In a new interview with VMAN Magazine, Butler opened up about the director’s sometimes abrasive methods. On the actor’s very first day in the recording studio, Luhrmann “had all the executives and everybody from RCA” brought into the studio.
“He goes, ‘I want you all to sit facing Austin,’…and he told them to heckle me,” Butler recalled. “So then they were making fun of me and stuff while I was singing.”
The reason? So that Butler “knew what that felt like” when he was performing the scene where Elvis first appears onstage. “I went home in tears that night. I really did,” he added.
It all worked out in the end, with Butler earning highly positive reviews for his portrayal of the singer.
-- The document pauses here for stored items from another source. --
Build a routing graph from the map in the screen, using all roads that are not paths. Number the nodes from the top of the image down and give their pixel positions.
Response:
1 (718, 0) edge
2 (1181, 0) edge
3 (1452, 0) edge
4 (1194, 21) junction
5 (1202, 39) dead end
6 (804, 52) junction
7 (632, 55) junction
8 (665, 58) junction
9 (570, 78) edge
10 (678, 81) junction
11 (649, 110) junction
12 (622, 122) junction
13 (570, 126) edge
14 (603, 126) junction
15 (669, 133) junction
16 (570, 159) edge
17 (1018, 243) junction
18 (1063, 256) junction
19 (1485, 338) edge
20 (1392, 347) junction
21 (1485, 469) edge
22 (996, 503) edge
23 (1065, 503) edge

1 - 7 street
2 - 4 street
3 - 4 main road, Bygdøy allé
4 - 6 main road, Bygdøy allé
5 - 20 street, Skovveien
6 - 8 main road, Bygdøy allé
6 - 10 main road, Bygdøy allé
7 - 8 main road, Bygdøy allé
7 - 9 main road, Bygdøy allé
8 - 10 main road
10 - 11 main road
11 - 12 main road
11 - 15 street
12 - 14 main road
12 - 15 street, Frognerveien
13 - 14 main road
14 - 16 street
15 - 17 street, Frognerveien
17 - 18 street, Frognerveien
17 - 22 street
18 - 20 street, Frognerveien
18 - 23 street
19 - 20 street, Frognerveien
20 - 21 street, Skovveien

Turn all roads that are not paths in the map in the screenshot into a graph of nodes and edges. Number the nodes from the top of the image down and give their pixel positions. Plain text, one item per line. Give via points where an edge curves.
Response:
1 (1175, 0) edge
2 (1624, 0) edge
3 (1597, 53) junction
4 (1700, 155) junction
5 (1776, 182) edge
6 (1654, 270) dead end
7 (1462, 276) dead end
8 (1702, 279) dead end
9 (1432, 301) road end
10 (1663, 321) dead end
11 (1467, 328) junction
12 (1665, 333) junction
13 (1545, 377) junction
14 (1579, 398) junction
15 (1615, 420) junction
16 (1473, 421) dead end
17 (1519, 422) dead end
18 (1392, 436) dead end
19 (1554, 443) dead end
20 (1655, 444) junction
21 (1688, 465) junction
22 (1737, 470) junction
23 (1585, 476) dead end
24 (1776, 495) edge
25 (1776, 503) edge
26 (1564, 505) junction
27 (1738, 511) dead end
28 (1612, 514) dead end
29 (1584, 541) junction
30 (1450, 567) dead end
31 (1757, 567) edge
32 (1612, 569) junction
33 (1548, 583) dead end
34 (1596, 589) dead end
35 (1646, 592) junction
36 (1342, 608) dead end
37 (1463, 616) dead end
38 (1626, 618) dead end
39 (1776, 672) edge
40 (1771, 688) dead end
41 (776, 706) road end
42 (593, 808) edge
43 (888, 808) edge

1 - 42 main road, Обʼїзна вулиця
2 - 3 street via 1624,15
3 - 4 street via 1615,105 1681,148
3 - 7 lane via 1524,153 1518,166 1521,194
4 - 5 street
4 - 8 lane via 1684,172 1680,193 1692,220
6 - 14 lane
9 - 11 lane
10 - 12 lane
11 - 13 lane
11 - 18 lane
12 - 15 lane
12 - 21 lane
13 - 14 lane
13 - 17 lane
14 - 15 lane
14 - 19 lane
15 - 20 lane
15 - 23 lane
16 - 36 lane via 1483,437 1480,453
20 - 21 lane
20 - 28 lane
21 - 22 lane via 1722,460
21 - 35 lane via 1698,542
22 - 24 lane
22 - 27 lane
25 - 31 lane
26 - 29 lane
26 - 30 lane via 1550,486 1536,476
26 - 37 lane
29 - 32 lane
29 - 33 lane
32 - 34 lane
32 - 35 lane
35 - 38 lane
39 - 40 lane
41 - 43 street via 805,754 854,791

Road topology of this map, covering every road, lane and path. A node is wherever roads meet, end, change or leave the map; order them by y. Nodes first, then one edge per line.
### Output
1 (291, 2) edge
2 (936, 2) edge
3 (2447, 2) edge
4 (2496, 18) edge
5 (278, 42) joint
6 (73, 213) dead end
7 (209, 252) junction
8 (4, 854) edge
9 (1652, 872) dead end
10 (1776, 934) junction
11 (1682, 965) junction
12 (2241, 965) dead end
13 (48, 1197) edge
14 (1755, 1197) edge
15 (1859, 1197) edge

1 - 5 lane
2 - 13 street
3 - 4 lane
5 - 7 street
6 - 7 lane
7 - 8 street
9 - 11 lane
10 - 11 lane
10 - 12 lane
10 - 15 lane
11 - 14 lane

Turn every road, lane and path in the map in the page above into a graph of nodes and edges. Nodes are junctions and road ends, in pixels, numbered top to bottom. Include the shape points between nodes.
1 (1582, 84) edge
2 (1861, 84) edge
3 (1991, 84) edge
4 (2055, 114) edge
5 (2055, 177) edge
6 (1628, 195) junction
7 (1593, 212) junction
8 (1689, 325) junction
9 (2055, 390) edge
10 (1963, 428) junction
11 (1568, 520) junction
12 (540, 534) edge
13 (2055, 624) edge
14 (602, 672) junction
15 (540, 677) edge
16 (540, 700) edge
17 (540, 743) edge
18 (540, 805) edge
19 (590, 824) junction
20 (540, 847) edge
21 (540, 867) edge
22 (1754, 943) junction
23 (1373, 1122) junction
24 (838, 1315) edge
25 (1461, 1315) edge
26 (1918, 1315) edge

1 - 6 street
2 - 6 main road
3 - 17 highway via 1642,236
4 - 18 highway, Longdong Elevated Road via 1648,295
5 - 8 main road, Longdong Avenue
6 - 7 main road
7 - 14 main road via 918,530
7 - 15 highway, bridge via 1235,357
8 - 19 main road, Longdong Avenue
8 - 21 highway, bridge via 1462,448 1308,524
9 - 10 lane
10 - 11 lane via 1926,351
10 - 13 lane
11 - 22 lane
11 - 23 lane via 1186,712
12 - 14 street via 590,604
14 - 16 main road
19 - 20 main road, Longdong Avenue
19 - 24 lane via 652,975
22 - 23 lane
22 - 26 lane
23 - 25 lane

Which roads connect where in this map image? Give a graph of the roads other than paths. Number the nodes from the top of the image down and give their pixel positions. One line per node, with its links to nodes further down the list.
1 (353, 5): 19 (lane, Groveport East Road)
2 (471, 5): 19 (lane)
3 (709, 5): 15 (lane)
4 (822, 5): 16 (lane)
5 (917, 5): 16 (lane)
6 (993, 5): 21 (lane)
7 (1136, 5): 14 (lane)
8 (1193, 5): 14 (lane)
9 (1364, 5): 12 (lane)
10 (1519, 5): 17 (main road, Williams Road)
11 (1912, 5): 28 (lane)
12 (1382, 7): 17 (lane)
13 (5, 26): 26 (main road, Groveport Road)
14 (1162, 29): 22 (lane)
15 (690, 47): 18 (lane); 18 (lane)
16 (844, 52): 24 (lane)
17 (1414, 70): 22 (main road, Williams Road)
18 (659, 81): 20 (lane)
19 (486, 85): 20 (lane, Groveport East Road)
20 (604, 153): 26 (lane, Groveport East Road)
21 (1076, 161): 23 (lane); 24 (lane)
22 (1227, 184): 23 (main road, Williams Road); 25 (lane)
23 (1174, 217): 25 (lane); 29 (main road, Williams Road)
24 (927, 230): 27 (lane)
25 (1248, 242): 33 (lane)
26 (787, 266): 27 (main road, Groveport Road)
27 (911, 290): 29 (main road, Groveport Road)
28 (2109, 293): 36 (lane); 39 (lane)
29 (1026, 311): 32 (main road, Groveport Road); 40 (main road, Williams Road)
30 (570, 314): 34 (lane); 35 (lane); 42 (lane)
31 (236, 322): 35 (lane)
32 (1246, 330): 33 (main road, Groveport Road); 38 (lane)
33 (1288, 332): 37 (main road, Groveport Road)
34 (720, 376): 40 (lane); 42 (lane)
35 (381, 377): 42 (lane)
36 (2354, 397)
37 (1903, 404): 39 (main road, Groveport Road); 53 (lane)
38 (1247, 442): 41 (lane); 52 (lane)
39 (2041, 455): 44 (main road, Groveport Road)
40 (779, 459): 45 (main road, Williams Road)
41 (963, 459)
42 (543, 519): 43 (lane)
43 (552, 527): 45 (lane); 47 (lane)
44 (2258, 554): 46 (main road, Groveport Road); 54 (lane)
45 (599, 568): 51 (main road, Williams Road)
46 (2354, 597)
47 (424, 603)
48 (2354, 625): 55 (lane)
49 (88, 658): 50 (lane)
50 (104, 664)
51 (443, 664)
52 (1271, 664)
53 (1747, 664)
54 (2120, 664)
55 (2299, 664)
The Los Angeles Times review of the biopic hailed Butler as “a decent physical match for Elvis and a better one vocally,” while Time Out said that when the actor “shakes his hips in Elvis’s first gig as a full-blown rock ‘n’ roller, it’s like watching two stars being born.”
Elvis has performed surprisingly well at the box office, recently crossing $210 million at the global box office. The film has also become the second highest-grossing music biopic ever behind only Bohemian Rhapsody.
In a recent interview with Fitzy & Wippa on NovaFM, Luhrmann gushed about Butler’s talent, saying he was “born to play” the role of the King of Rock ‘n’ Roll. “The thing about Aust was that he will tell you himself, I didn’t pick him, it’s as if he was drawn like the role drew them in because he was almost born to play it,” he said.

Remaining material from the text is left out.